What you are asked to do: Please reproduce the records below exactly, omitting any pictures they contain.

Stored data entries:
####################

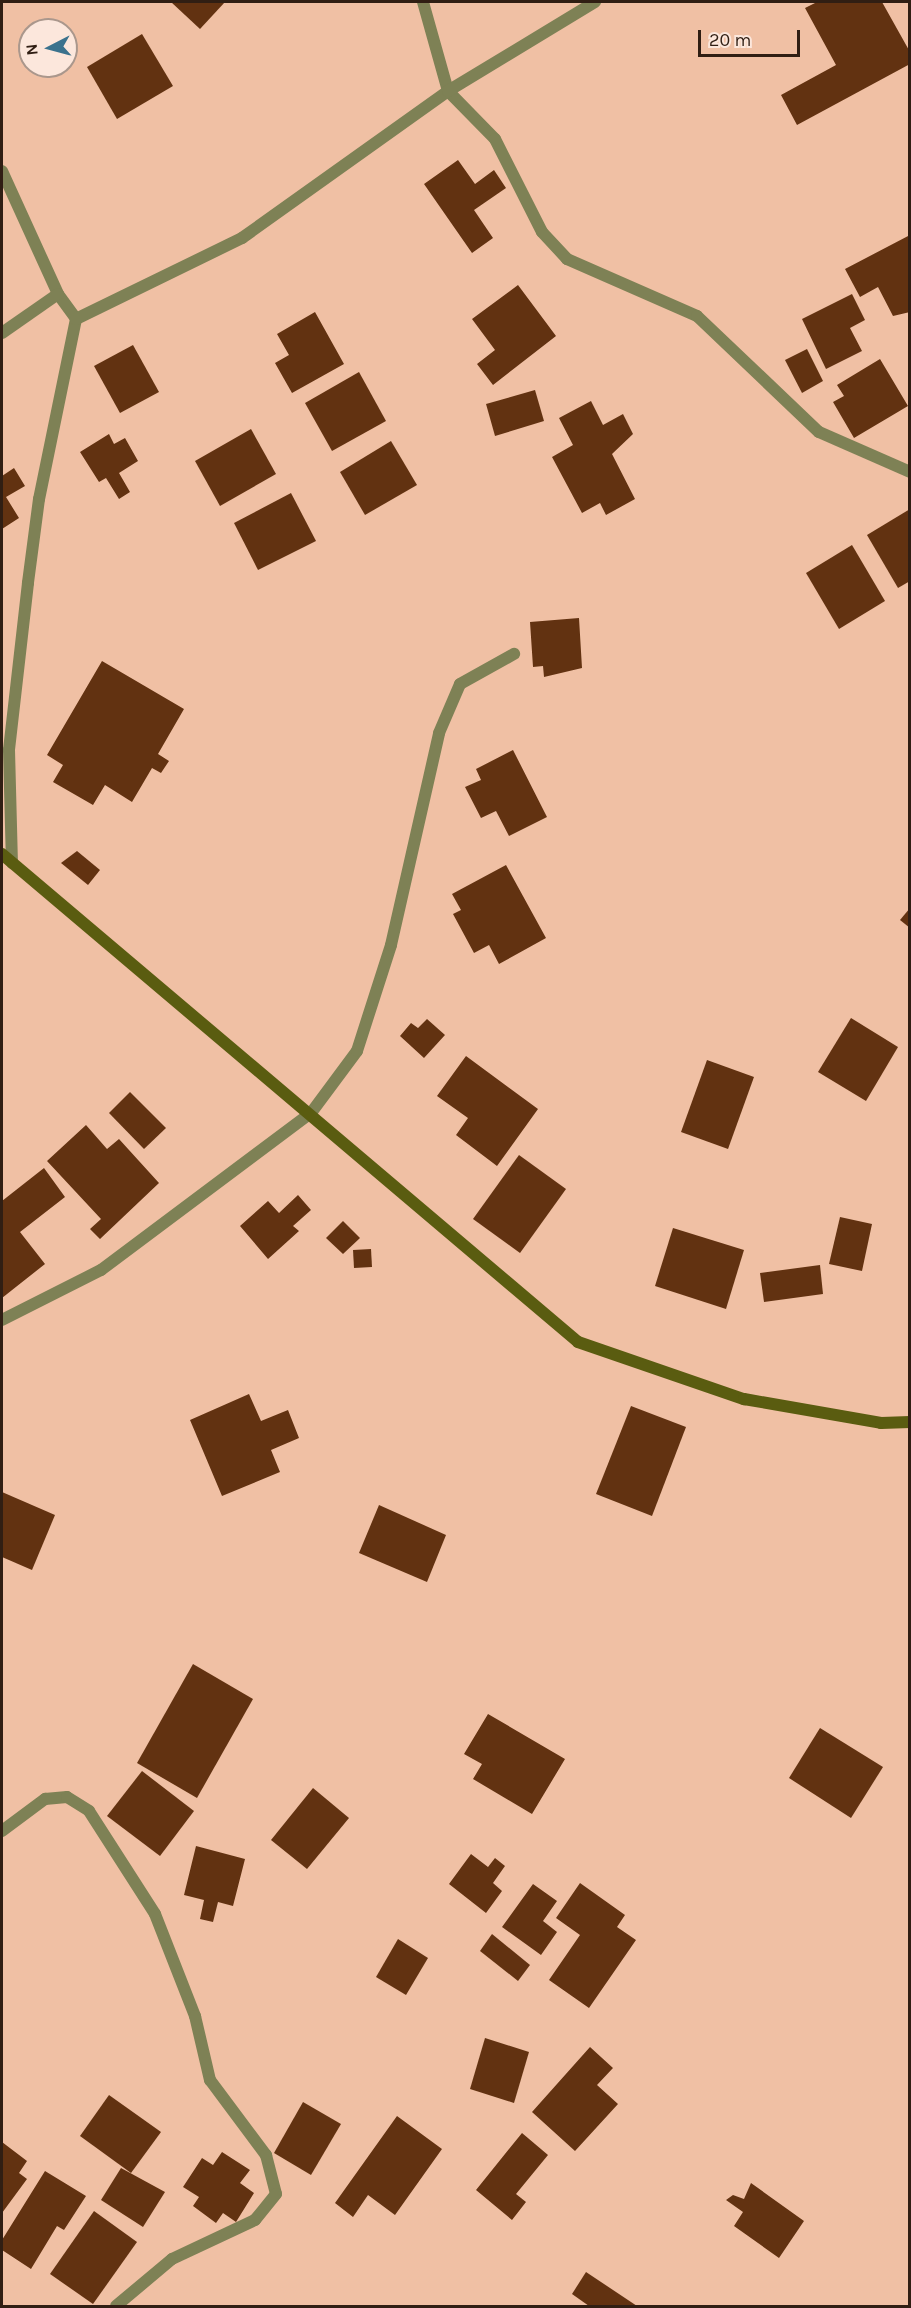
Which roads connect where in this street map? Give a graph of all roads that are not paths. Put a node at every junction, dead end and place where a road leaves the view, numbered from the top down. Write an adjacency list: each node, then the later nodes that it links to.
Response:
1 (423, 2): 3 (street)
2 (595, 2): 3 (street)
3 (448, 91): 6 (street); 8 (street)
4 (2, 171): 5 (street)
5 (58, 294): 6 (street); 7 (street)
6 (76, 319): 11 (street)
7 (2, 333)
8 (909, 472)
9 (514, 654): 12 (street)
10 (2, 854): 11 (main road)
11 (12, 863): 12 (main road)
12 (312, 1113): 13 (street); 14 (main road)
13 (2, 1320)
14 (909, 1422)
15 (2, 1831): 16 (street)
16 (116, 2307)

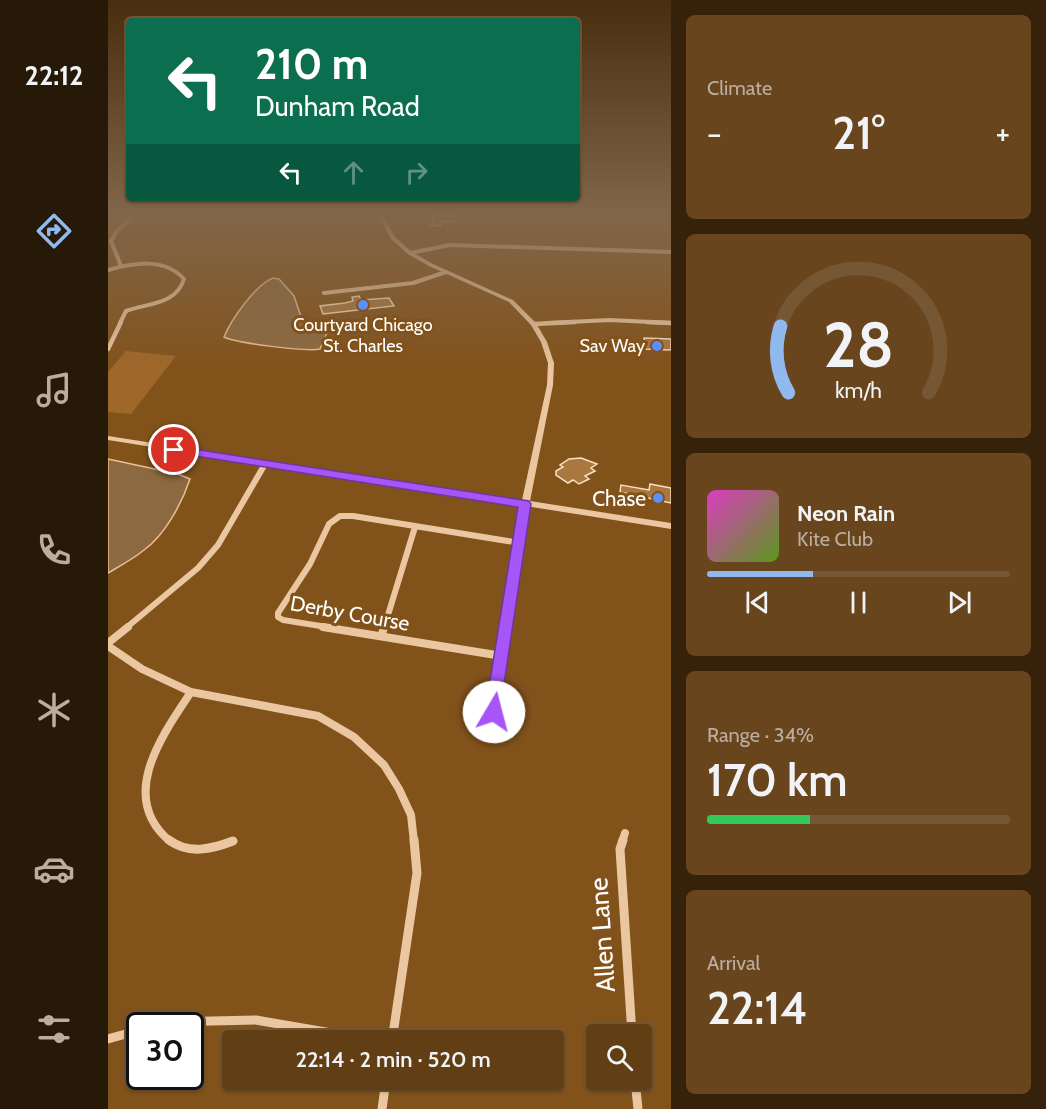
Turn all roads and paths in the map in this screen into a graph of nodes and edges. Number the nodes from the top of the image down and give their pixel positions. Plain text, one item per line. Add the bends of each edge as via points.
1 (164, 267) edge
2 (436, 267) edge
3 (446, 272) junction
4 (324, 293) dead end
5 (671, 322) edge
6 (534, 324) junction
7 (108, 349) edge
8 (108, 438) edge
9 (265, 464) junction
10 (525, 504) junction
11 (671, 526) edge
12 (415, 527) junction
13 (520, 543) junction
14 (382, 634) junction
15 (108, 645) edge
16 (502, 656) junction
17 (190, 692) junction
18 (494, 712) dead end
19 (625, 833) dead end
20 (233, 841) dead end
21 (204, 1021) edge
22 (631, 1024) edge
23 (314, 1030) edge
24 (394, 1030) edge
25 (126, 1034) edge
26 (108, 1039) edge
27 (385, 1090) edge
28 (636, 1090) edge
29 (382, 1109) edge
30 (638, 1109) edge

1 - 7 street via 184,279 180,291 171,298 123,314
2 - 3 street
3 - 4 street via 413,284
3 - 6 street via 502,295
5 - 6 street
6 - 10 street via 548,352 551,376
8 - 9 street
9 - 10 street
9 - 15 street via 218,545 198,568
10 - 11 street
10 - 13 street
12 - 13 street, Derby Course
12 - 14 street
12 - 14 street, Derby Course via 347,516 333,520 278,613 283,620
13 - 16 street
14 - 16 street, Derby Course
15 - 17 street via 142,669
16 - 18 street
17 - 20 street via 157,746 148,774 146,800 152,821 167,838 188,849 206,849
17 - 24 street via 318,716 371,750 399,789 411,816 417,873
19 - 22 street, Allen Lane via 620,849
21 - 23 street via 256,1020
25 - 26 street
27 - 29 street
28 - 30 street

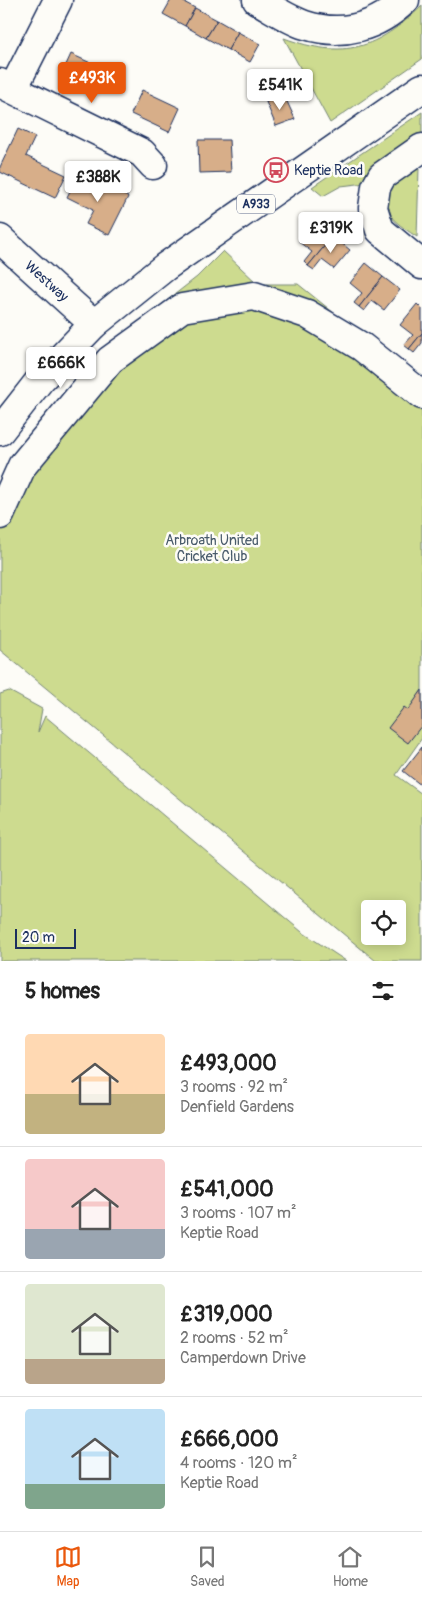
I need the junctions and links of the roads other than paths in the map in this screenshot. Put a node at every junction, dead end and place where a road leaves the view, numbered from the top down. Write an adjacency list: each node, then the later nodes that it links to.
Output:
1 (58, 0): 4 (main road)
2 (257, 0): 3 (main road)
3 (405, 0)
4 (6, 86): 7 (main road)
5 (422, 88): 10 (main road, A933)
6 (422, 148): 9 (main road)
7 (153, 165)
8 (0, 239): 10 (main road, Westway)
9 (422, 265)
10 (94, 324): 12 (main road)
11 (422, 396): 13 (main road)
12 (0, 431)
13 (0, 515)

####################

Expected answer:
Which roads connect where in this street map? Give a graph of all roads that are not paths. Put a node at every junction, dead end and place where a road leaves the view, numbered from the top down. Write an adjacency list: each node, then the later nodes that it links to.
Response:
1 (423, 2): 3 (street)
2 (595, 2): 3 (street)
3 (448, 91): 6 (street); 8 (street)
4 (2, 171): 5 (street)
5 (58, 294): 6 (street); 7 (street)
6 (76, 319): 11 (street)
7 (2, 333)
8 (909, 472)
9 (514, 654): 12 (street)
10 (2, 854): 11 (main road)
11 (12, 863): 12 (main road)
12 (312, 1113): 13 (street); 14 (main road)
13 (2, 1320)
14 (909, 1422)
15 (2, 1831): 16 (street)
16 (116, 2307)

Turn all roads and paths in the map in this screen into a graph of nodes and edges. Number the nodes from the top of the image down and give their pixel positions. Plain text, one item per line. Add the bends of each edge as via points.
1 (164, 267) edge
2 (436, 267) edge
3 (446, 272) junction
4 (324, 293) dead end
5 (671, 322) edge
6 (534, 324) junction
7 (108, 349) edge
8 (108, 438) edge
9 (265, 464) junction
10 (525, 504) junction
11 (671, 526) edge
12 (415, 527) junction
13 (520, 543) junction
14 (382, 634) junction
15 (108, 645) edge
16 (502, 656) junction
17 (190, 692) junction
18 (494, 712) dead end
19 (625, 833) dead end
20 (233, 841) dead end
21 (204, 1021) edge
22 (631, 1024) edge
23 (314, 1030) edge
24 (394, 1030) edge
25 (126, 1034) edge
26 (108, 1039) edge
27 (385, 1090) edge
28 (636, 1090) edge
29 (382, 1109) edge
30 (638, 1109) edge

1 - 7 street via 184,279 180,291 171,298 123,314
2 - 3 street
3 - 4 street via 413,284
3 - 6 street via 502,295
5 - 6 street
6 - 10 street via 548,352 551,376
8 - 9 street
9 - 10 street
9 - 15 street via 218,545 198,568
10 - 11 street
10 - 13 street
12 - 13 street, Derby Course
12 - 14 street
12 - 14 street, Derby Course via 347,516 333,520 278,613 283,620
13 - 16 street
14 - 16 street, Derby Course
15 - 17 street via 142,669
16 - 18 street
17 - 20 street via 157,746 148,774 146,800 152,821 167,838 188,849 206,849
17 - 24 street via 318,716 371,750 399,789 411,816 417,873
19 - 22 street, Allen Lane via 620,849
21 - 23 street via 256,1020
25 - 26 street
27 - 29 street
28 - 30 street

I need the junctions and links of the roads other than paths in the map in this screenshot. Put a node at every junction, dead end and place where a road leaves the view, numbered from the top down. Write an adjacency list: each node, then the later nodes that it links to.
Output:
1 (58, 0): 4 (main road)
2 (257, 0): 3 (main road)
3 (405, 0)
4 (6, 86): 7 (main road)
5 (422, 88): 10 (main road, A933)
6 (422, 148): 9 (main road)
7 (153, 165)
8 (0, 239): 10 (main road, Westway)
9 (422, 265)
10 (94, 324): 12 (main road)
11 (422, 396): 13 (main road)
12 (0, 431)
13 (0, 515)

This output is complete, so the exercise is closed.